▸ SUPPLIED DATA
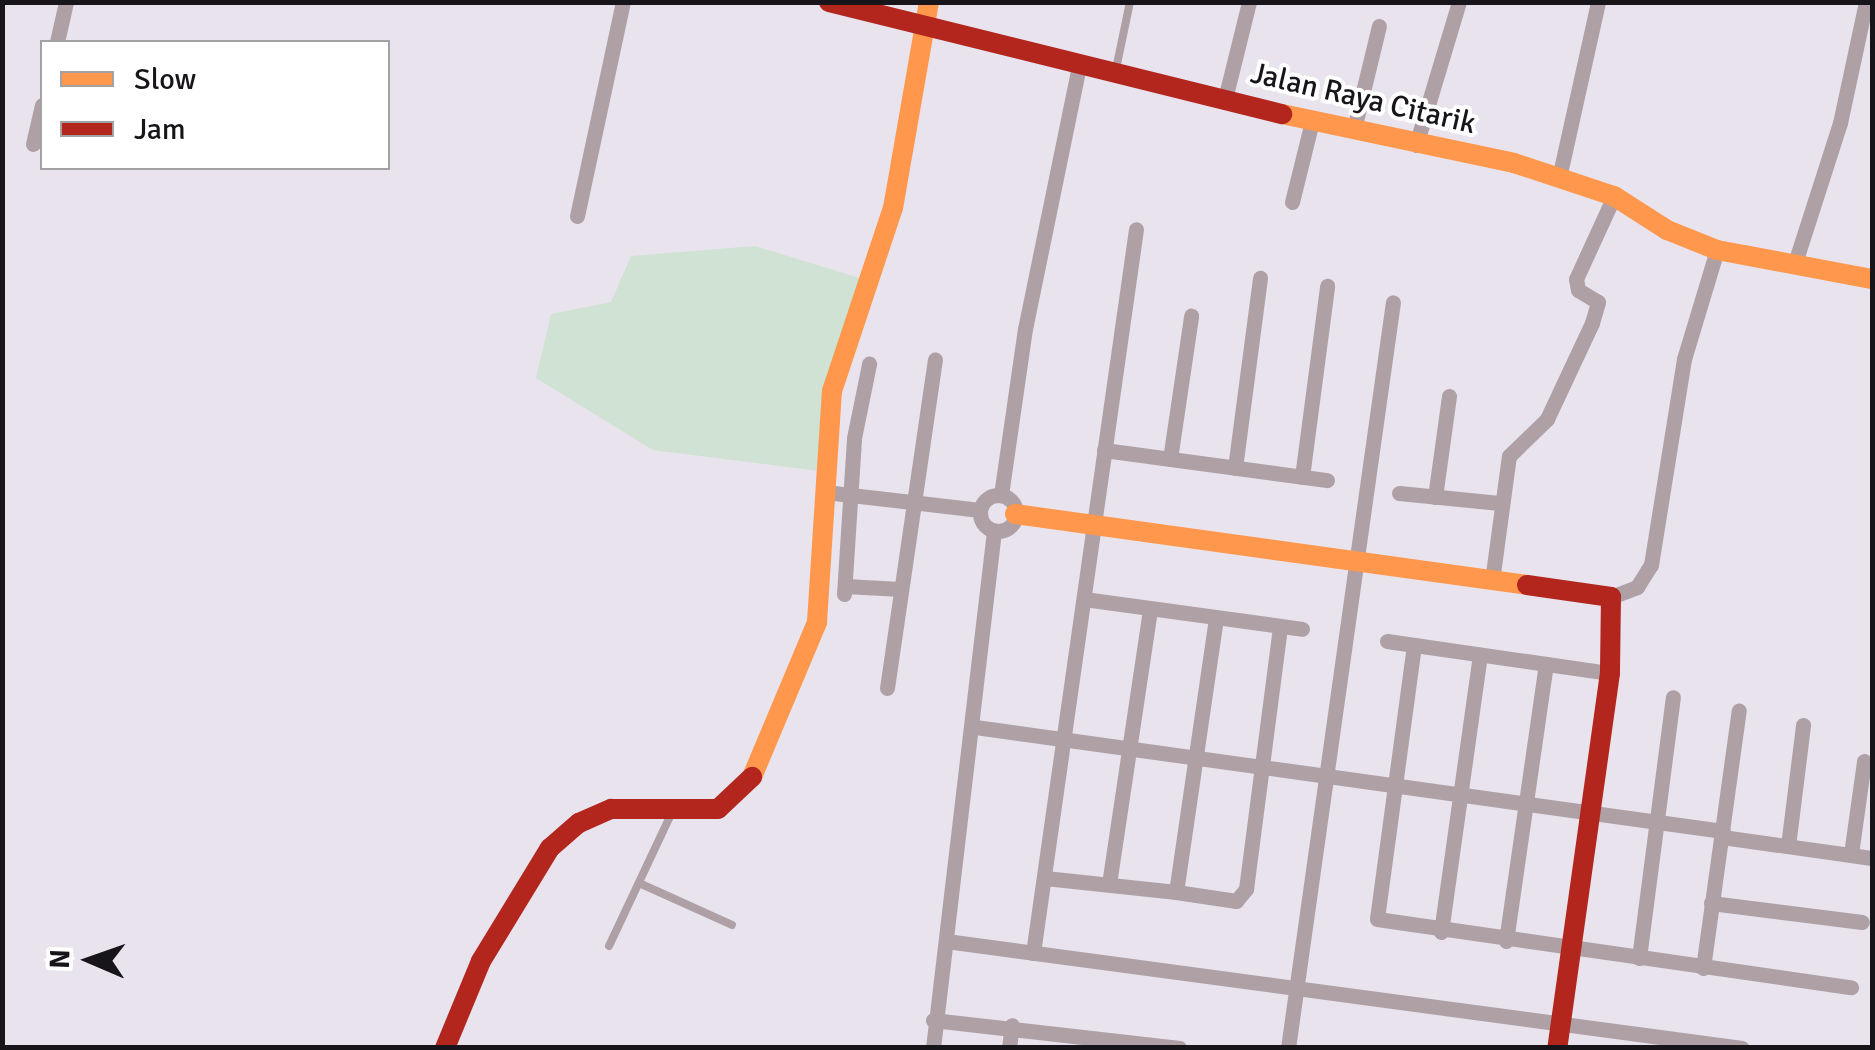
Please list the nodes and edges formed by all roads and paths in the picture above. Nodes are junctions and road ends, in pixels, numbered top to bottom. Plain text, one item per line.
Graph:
1 (66, 2) edge
2 (623, 2) edge
3 (829, 2) edge
4 (929, 2) edge
5 (1130, 2) edge
6 (1249, 2) edge
7 (1460, 2) edge
8 (1598, 2) edge
9 (1866, 2) edge
10 (924, 24) junction
11 (1379, 26) dead end
12 (57, 40) edge
13 (1078, 65) junction
14 (1115, 74) junction
15 (1225, 99) junction
16 (40, 115) edge
17 (1312, 121) junction
18 (1354, 129) junction
19 (34, 144) dead end
20 (1416, 145) junction
21 (1559, 178) junction
22 (1614, 196) junction
23 (1292, 202) dead end
24 (577, 216) dead end
25 (1136, 229) dead end
26 (1717, 250) junction
27 (1794, 266) junction
28 (1260, 278) dead end
29 (1872, 279) edge
30 (1327, 286) dead end
31 (1393, 302) dead end
32 (1191, 316) dead end
33 (935, 360) dead end
34 (869, 364) dead end
35 (1450, 396) dead end
36 (1104, 450) junction
37 (1170, 459) junction
38 (1235, 468) junction
39 (1302, 477) junction
40 (1327, 480) dead end
41 (825, 492) junction
42 (1399, 493) dead end
43 (850, 494) junction
44 (1001, 496) junction
45 (1435, 498) junction
46 (914, 502) junction
47 (1500, 503) junction
48 (980, 510) junction
49 (1016, 514) junction
50 (1092, 528) junction
51 (994, 531) junction
52 (1356, 562) junction
53 (1492, 581) junction
54 (902, 589) junction
55 (1611, 598) junction
56 (1084, 600) junction
57 (1150, 610) junction
58 (1216, 618) junction
59 (1280, 626) junction
60 (1302, 629) dead end
61 (1386, 641) dead end
62 (1414, 645) junction
63 (1480, 655) junction
64 (1546, 664) junction
65 (1610, 673) junction
66 (887, 688) dead end
67 (1673, 697) dead end
68 (1739, 710) dead end
69 (1803, 725) dead end
70 (975, 727) junction
71 (1063, 739) junction
72 (1130, 747) junction
73 (1194, 758) junction
74 (1864, 761) dead end
75 (1262, 767) junction
76 (1326, 776) junction
77 (1395, 784) junction
78 (1459, 795) junction
79 (1524, 804) junction
80 (674, 808) junction
81 (1590, 813) junction
82 (1658, 821) junction
83 (1722, 834) junction
84 (1788, 846) junction
85 (1851, 854) junction
86 (1872, 858) edge
87 (1045, 878) junction
88 (638, 882) junction
89 (1109, 884) junction
90 (1176, 892) junction
91 (1711, 903) junction
92 (1862, 922) dead end
93 (732, 925) dead end
94 (1441, 932) junction
95 (946, 941) junction
96 (1506, 941) junction
97 (609, 946) dead end
98 (1571, 949) junction
99 (1033, 953) junction
100 (1639, 958) junction
101 (1702, 968) junction
102 (1296, 986) junction
103 (1851, 987) dead end
104 (932, 1020) junction
105 (1560, 1024) junction
106 (1012, 1025) junction
107 (445, 1048) edge
108 (934, 1048) edge
109 (1009, 1048) edge
110 (1178, 1048) edge
111 (1288, 1048) edge
112 (1557, 1048) edge
113 (1742, 1048) edge

1 - 12 street
2 - 24 street
3 - 10 street, Jalan Raya Citarik
4 - 10 street
5 - 14 lane
6 - 15 street
7 - 20 street
8 - 21 street
9 - 27 street
10 - 13 street, Jalan Raya Citarik
10 - 41 street
11 - 18 street
13 - 14 street, Jalan Raya Citarik
13 - 44 street
14 - 15 street, Jalan Raya Citarik
15 - 17 street, Jalan Raya Citarik
16 - 19 street
17 - 18 street, Jalan Raya Citarik
17 - 23 street
18 - 20 street, Jalan Raya Citarik
20 - 21 street, Jalan Raya Citarik
21 - 22 street, Jalan Raya Citarik
22 - 26 street, Jalan Raya Citarik
22 - 47 street
25 - 36 street
26 - 27 street, Jalan Raya Citarik
26 - 55 street
27 - 29 street, Jalan Raya Citarik
28 - 38 street
30 - 39 street
31 - 52 street
32 - 37 street
33 - 46 street
34 - 43 street
35 - 45 street
36 - 37 street
36 - 50 street
37 - 38 street
38 - 39 street
39 - 40 street
41 - 43 street
41 - 80 street
42 - 45 street
43 - 46 street
43 - 54 street
44 - 48 street
44 - 49 street
45 - 47 street
46 - 48 street
46 - 54 street
47 - 53 street
48 - 51 street
49 - 50 street
49 - 51 street
50 - 52 street
50 - 56 street
51 - 70 street
52 - 53 street
52 - 76 street
53 - 55 street
54 - 66 street
55 - 65 street
56 - 57 street
56 - 71 street
57 - 58 street
57 - 72 street
58 - 59 street
58 - 73 street
59 - 60 street
59 - 75 street
61 - 62 street
62 - 63 street
62 - 77 street
63 - 64 street
63 - 78 street
64 - 65 street
64 - 79 street
65 - 81 street
67 - 82 street
68 - 83 street
69 - 84 street
70 - 71 street
70 - 95 street
71 - 72 street
71 - 87 street
72 - 73 street
72 - 89 street
73 - 75 street
73 - 90 street
74 - 85 street
75 - 76 street
75 - 90 street
76 - 77 street
76 - 102 street
77 - 78 street
77 - 94 street
78 - 79 street
78 - 94 street
79 - 81 street
79 - 96 street
80 - 88 lane
80 - 107 street
81 - 82 street
81 - 98 street
82 - 83 street
82 - 100 street
83 - 84 street
83 - 91 street
84 - 85 street
85 - 86 street
87 - 89 street
87 - 99 street
88 - 93 lane
88 - 97 lane
89 - 90 street
91 - 92 street
91 - 101 street
94 - 96 street
95 - 99 street
95 - 104 street
96 - 98 street
98 - 100 street
98 - 105 street
99 - 102 street
100 - 101 street
101 - 103 street
102 - 105 street
102 - 111 street
104 - 106 street
104 - 108 street
105 - 112 street
105 - 113 street
106 - 109 street
106 - 110 street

▸ PROBLEM STATEMENT
Retrieve every line above holding the word "Citarik".

▸ RESULT OF THIS EXERCISE
3 - 10 street, Jalan Raya Citarik
10 - 13 street, Jalan Raya Citarik
13 - 14 street, Jalan Raya Citarik
14 - 15 street, Jalan Raya Citarik
15 - 17 street, Jalan Raya Citarik
17 - 18 street, Jalan Raya Citarik
18 - 20 street, Jalan Raya Citarik
20 - 21 street, Jalan Raya Citarik
21 - 22 street, Jalan Raya Citarik
22 - 26 street, Jalan Raya Citarik
26 - 27 street, Jalan Raya Citarik
27 - 29 street, Jalan Raya Citarik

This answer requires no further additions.